(Collected data)
□ □ □ □ □

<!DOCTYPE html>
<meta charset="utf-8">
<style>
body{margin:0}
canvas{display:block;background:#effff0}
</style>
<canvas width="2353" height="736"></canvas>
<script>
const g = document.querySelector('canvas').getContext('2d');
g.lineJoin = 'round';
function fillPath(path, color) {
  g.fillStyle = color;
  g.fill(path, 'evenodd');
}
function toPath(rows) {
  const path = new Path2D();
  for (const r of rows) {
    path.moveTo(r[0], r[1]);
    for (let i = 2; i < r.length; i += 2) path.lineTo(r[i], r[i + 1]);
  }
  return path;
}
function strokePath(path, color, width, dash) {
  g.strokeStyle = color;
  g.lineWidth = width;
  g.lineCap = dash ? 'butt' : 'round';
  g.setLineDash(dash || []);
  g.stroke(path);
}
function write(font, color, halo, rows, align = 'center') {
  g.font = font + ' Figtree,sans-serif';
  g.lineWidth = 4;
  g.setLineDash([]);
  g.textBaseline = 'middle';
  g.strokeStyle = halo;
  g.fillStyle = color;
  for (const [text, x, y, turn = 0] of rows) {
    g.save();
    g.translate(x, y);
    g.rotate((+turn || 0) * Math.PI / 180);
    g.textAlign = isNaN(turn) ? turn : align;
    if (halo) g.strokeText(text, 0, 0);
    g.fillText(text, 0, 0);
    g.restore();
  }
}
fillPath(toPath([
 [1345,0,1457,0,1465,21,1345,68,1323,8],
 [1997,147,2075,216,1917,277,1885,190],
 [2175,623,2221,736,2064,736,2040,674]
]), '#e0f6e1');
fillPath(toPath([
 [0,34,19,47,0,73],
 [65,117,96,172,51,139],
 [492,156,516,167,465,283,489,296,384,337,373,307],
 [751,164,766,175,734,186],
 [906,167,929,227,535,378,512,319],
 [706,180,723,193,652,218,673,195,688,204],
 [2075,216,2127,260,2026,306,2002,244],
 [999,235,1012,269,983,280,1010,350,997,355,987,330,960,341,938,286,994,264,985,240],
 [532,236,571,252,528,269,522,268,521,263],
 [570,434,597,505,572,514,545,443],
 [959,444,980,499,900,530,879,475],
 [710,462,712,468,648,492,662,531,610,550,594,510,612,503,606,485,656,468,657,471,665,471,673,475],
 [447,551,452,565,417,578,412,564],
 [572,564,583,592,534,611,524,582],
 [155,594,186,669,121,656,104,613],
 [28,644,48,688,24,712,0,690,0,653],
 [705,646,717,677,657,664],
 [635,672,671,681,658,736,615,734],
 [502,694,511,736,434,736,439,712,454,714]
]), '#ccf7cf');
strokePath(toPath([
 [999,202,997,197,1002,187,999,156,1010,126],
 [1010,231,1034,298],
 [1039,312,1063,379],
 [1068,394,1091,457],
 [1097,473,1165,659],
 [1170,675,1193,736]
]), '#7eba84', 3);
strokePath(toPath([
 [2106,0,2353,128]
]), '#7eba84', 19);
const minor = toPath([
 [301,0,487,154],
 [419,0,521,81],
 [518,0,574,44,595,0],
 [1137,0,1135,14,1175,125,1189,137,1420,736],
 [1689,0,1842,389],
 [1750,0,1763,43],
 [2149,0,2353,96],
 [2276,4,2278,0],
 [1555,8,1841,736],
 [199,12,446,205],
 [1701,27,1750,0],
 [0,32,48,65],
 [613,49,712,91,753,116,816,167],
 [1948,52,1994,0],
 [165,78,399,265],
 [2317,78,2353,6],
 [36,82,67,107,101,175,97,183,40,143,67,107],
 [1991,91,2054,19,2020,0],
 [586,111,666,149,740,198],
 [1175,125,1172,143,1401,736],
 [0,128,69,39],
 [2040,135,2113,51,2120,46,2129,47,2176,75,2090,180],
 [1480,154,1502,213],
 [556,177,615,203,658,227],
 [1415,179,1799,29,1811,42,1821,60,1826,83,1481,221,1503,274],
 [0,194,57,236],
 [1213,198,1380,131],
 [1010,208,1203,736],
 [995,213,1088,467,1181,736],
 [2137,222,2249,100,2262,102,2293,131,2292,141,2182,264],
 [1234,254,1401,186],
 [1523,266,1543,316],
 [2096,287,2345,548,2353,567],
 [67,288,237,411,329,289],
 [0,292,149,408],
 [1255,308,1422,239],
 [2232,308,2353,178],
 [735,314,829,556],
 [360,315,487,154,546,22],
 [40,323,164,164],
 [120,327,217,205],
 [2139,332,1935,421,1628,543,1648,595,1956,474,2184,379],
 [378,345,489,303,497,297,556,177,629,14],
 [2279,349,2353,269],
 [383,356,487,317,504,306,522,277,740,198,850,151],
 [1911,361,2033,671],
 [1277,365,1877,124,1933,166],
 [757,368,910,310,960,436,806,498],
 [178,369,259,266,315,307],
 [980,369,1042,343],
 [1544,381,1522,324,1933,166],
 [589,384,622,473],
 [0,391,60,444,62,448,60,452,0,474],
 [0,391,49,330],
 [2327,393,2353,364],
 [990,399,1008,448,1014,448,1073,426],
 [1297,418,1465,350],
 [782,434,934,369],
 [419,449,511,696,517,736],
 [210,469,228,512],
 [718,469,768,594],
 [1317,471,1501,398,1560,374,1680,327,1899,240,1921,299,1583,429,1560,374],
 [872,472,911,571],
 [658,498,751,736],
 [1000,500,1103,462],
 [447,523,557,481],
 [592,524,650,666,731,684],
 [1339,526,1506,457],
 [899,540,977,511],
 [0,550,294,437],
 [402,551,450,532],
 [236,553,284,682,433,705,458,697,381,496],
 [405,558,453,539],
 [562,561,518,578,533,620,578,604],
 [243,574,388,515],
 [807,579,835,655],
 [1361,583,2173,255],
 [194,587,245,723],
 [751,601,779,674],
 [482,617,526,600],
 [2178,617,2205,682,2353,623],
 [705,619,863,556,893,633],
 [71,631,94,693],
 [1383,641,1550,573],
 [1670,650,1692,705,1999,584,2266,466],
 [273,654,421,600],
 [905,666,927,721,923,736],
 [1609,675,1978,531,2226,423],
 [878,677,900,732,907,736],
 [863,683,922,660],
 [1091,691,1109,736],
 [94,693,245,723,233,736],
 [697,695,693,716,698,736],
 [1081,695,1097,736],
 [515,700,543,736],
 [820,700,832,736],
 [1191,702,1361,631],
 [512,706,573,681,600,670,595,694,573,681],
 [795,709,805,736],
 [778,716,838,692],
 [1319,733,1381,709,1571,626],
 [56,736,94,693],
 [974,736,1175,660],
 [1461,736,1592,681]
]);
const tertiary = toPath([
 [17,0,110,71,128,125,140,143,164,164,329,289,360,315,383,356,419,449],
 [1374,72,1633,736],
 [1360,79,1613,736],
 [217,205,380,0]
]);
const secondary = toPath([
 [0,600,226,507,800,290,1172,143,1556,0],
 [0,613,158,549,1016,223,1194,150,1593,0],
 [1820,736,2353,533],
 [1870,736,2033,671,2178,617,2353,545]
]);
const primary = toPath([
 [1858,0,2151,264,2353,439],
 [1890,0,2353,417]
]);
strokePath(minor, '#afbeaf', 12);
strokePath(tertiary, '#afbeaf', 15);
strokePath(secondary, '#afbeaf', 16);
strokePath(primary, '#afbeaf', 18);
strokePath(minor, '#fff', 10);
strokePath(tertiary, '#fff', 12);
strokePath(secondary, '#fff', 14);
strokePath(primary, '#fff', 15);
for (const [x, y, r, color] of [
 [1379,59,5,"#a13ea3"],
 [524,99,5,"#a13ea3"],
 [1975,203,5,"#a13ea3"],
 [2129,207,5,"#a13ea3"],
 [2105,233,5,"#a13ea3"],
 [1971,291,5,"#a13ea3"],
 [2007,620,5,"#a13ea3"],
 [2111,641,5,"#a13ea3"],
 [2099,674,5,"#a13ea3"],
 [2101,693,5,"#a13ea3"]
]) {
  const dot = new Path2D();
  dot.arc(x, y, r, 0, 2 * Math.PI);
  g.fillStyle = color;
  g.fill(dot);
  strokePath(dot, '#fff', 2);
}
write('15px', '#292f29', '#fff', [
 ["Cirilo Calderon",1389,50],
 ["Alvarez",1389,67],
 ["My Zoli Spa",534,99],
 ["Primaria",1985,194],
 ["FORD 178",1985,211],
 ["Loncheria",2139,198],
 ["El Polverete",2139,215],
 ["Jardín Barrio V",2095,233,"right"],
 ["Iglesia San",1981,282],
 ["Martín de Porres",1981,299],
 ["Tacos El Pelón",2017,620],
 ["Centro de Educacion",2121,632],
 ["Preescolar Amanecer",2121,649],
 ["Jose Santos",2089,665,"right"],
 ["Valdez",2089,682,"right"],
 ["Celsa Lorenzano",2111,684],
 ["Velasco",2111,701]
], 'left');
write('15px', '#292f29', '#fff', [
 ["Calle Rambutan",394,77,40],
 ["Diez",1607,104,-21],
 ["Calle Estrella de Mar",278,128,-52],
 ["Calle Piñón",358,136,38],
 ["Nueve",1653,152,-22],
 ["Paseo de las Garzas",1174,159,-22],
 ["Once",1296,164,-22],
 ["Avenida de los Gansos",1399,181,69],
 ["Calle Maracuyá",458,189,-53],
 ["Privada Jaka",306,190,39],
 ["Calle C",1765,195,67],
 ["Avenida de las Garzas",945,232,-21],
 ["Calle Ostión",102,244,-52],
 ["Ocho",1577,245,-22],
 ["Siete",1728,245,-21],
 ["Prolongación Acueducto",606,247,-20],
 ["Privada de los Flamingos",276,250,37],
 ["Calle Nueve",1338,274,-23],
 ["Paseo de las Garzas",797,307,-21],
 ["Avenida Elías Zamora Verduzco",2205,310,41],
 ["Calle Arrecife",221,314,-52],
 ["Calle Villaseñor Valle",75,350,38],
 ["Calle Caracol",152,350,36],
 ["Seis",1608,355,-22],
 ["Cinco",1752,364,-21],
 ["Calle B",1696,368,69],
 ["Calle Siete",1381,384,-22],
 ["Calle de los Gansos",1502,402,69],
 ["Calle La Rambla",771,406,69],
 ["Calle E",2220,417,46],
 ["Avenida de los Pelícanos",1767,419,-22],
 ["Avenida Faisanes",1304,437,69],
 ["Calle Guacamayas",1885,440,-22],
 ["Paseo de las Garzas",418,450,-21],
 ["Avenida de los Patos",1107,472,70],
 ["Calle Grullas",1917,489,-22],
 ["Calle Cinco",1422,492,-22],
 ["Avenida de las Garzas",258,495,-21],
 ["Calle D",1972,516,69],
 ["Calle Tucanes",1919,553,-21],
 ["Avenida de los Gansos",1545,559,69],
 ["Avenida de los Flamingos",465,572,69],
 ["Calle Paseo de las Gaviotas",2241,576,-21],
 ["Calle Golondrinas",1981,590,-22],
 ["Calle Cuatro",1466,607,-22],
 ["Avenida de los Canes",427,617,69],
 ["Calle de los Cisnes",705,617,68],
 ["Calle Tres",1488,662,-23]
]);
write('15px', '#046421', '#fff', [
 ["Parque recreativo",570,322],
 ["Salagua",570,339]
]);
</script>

□ □ □ □ □

• ABOUT THIS EXERCISE: Please copy only the lines between the first line of the entries and the line with "g.lineJoin = 'round';", keeping those two end lines as well, exactly as written.

• EXPECTED ANSWER:
<!DOCTYPE html>
<meta charset="utf-8">
<style>
body{margin:0}
canvas{display:block;background:#effff0}
</style>
<canvas width="2353" height="736"></canvas>
<script>
const g = document.querySelector('canvas').getContext('2d');
g.lineJoin = 'round';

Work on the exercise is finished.